June 8, 2004, 2:04 AM

It’s been a few days since I last posted, and so I thought I’d fill you in on what’s happened in my life.

Biggest event was on June 5, where I attended an International ANSWER (Act Now to Stop War and End Racism) protest in Washington DC. That was FUN. We went from Lafayette Park in front of the White House to Donald Rumsfeld’s house at 2206 Kalorama Road NW. To get there we left Lafayette Park and took H Street to 14th Street. From there we went several blocks up to U Street, where we caught Florida Avenue to Connecticut Avenue, and finally to Kalorama Road.

I ended up connecting with a group of relative strangers from Chicago who drove a long way to come to this event. It was a very diverse group, too. One of the women had their hair colored purple. Another carried a bucket being used as a makeshift drum. Another was dressed for the weather (cool and wet) and were ready to follow the protest. The two men in the group appeared to be my age or slightly older, and were dressed for a Black Bloc, wearing all black and masks over their faces.

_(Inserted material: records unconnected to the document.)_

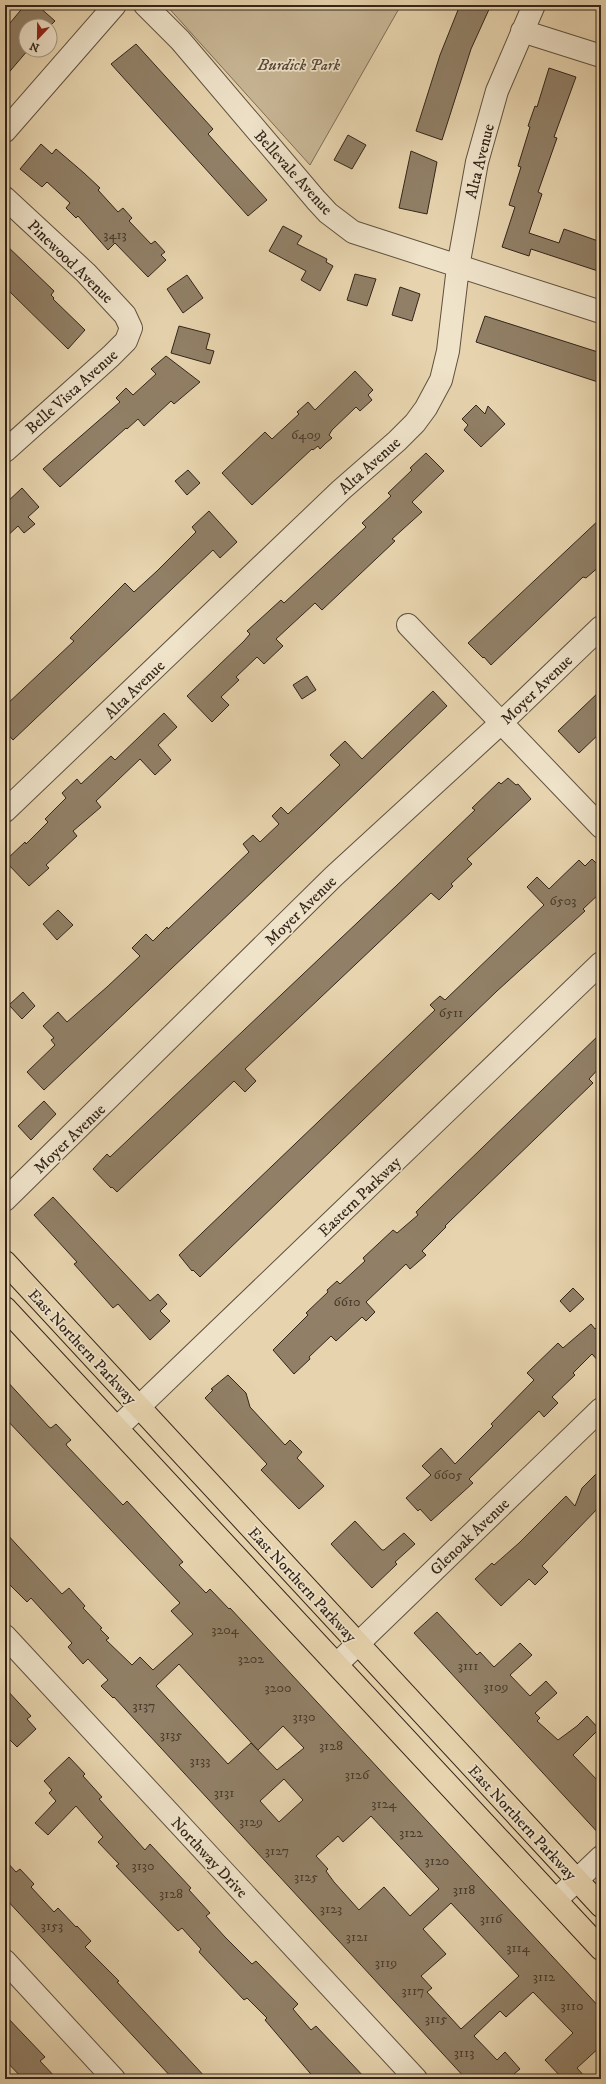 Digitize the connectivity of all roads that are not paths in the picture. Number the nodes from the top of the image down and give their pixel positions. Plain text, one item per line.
1 (115, 5) edge
2 (145, 5) edge
3 (534, 5) edge
4 (522, 30) junction
5 (601, 56) edge
6 (5, 131) edge
7 (5, 198) edge
8 (458, 267) junction
9 (601, 312) edge
10 (131, 328) joint
11 (5, 451) edge
12 (408, 625) dead end
13 (601, 627) edge
14 (502, 722) junction
15 (5, 811) edge
16 (601, 827) edge
17 (601, 963) edge
18 (5, 1200) edge
19 (5, 1262) edge
20 (5, 1308) edge
21 (139, 1407) junction
22 (601, 1409) edge
23 (117, 1428) junction
24 (5, 1636) edge
25 (358, 1644) junction
26 (336, 1664) junction
27 (601, 1857) edge
28 (577, 1880) junction
29 (556, 1900) junction
30 (601, 1906) edge
31 (601, 1949) edge
32 (5, 1961) edge
33 (114, 2079) edge
34 (416, 2079) edge

1 - 6 street
2 - 8 street, Bellevale Avenue
3 - 4 street, Alta Avenue
4 - 5 street
4 - 8 street, Alta Avenue
7 - 10 street, Pinewood Avenue
8 - 9 street, Bellevale Avenue
8 - 15 street, Alta Avenue
10 - 11 street, Belle Vista Avenue
12 - 14 street
13 - 14 street, Moyer Avenue
14 - 16 street
14 - 18 street, Moyer Avenue
17 - 21 street, Eastern Parkway
19 - 21 main road, East Northern Parkway
20 - 23 main road, East Northern Parkway
21 - 23 street, Eastern Parkway
21 - 25 main road, East Northern Parkway
22 - 25 street, Glenoak Avenue
23 - 26 main road, East Northern Parkway
24 - 34 street, Northway Drive
25 - 26 street, Glenoak Avenue
25 - 28 main road, East Northern Parkway
26 - 29 main road, East Northern Parkway
27 - 28 street
28 - 29 street
28 - 30 main road, East Northern Parkway
29 - 31 main road, East Northern Parkway
32 - 33 street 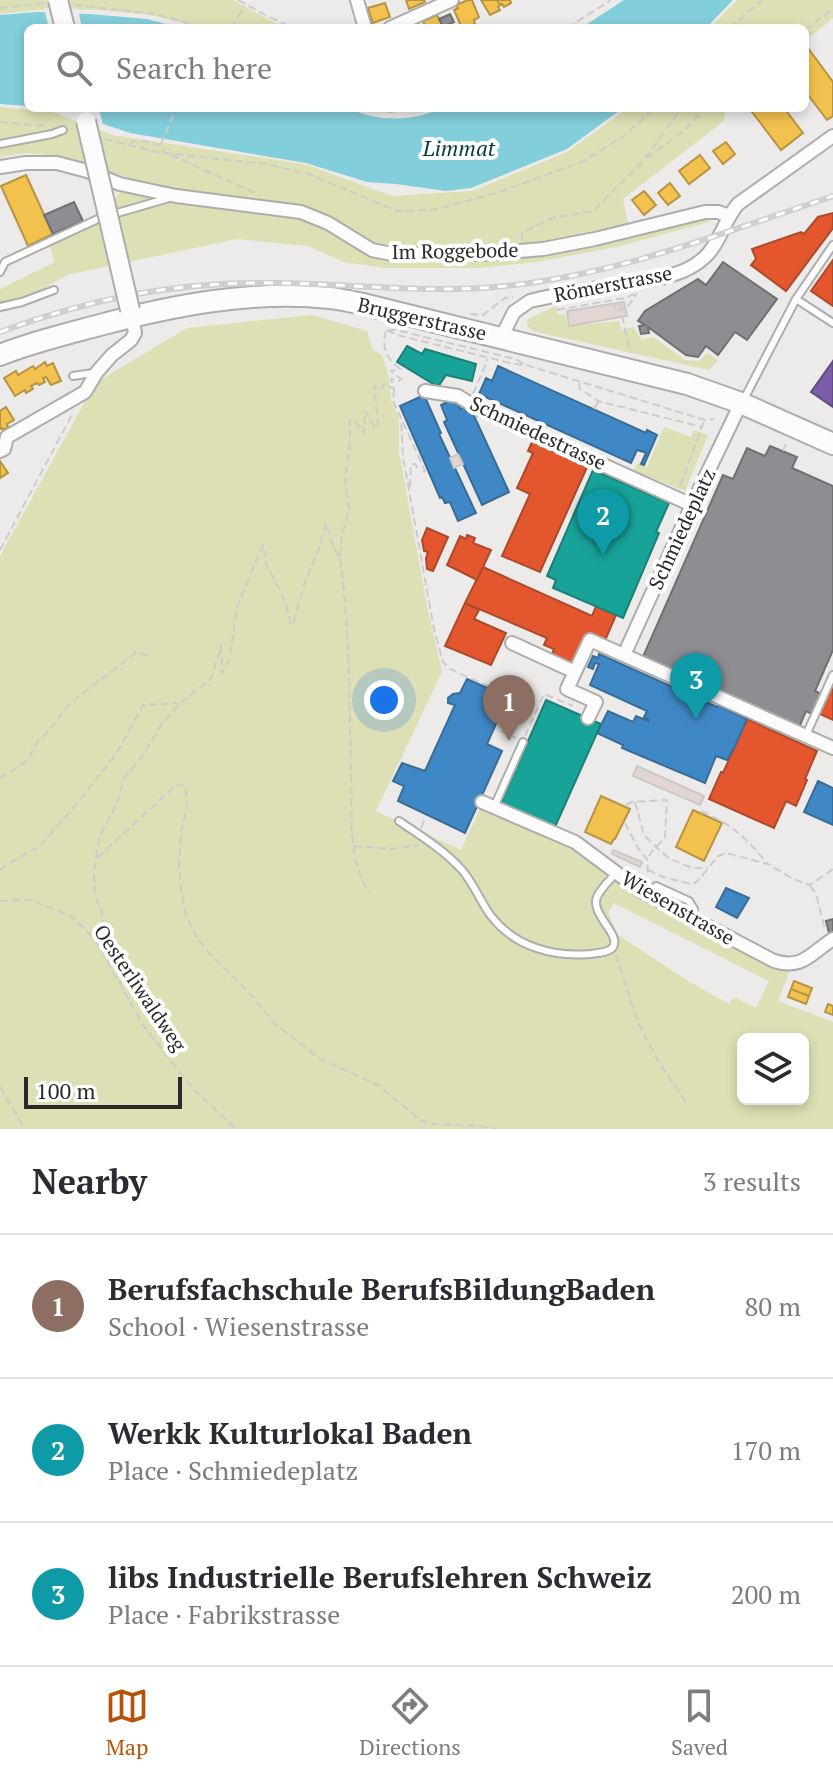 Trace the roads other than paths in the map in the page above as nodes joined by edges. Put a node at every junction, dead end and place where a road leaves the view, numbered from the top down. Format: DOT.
graph roads {
  1 [pos="357,0"];
  2 [pos="452,0"];
  3 [pos="56,2"];
  4 [pos="64,24"];
  5 [pos="364,24"];
  6 [pos="399,24"];
  7 [pos="86,121"];
  8 [pos="63,130"];
  9 [pos="833,136"];
  10 [pos="0,144"];
  11 [pos="0,167"];
  12 [pos="176,196"];
  13 [pos="729,216"];
  14 [pos="833,245"];
  15 [pos="0,272"];
  16 [pos="54,290"];
  17 [pos="796,299"];
  18 [pos="0,307"];
  19 [pos="131,314"];
  20 [pos="833,323"];
  21 [pos="500,346"];
  22 [pos="0,355"];
  23 [pos="97,372"];
  24 [pos="73,376"];
  25 [pos="425,391"];
  26 [pos="741,403"];
  27 [pos="833,444"];
  28 [pos="0,451"];
  29 [pos="692,505"];
  30 [pos="512,643"];
  31 [pos="624,655"];
  32 [pos="575,672"];
  33 [pos="833,675"];
  34 [pos="588,718"];
  35 [pos="806,735"];
  36 [pos="523,742"];
  37 [pos="833,748"];
  38 [pos="488,804"];
  39 [pos="399,821"];
  40 [pos="616,873"];
  41 [pos="656,886"];
  42 [pos="691,917"];
  43 [pos="829,938"];
  1 -- 5 [label="street"];
  2 -- 6 [label="street"];
  3 -- 4 [label="main road, bridge"];
  7 -- 19 [label="main road, bridge"];
  8 -- 10 [label="lane"];
  9 -- 13 [label="street, Römerstrasse"];
  11 -- 12 [label="street, Im Roggebode"];
  12 -- 13 [label="street, Im Roggebode"];
  12 -- 15 [label="lane"];
  13 -- 21 [label="street, Römerstrasse"];
  14 -- 17 [label="lane"];
  16 -- 18 [label="lane"];
  17 -- 20 [label="lane"];
  17 -- 26 [label="lane"];
  19 -- 21 [label="main road, Bruggerstrasse"];
  19 -- 22 [label="main road, Bruggerstrasse"];
  19 -- 23 [label="street"];
  21 -- 26 [label="main road, Bruggerstrasse"];
  23 -- 24 [label="lane"];
  23 -- 28 [label="street"];
  25 -- 29 [label="street, Schmiedestrasse"];
  26 -- 27 [label="main road, Bruggerstrasse"];
  26 -- 29 [label="street, Schmiedeplatz"];
  29 -- 31 [label="street, Schmiedeplatz"];
  30 -- 32 [label="street"];
  31 -- 32 [label="street"];
  31 -- 35 [label="street"];
  32 -- 34 [label="street"];
  33 -- 35 [label="lane"];
  35 -- 37 [label="street"];
  36 -- 38 [label="lane"];
  38 -- 40 [label="street, Wiesenstrasse"];
  39 -- 40 [label="lane"];
  40 -- 42 [label="street, Wiesenstrasse"];
  41 -- 42 [label="lane"];
  42 -- 43 [label="street, Wiesenstrasse"];
}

Considering that I came to the protest alone, I was very pleased about how well this group from Chicago that I never met before and will probably never meet again accepted and welcomed me into their group. Very friendly folks. Me from two hours away, and them from half a continent away.

Chants at this protest ranged from “Occupation is a crime from Iraq to Palestine”, “Ain’t no power like the power of the people ’cause the power of the people won’t stop!”, chants about Mumia Al-Jamal (Free Mumia), “Whose streets? Our streets!” and others I can’t remember off the top of my head.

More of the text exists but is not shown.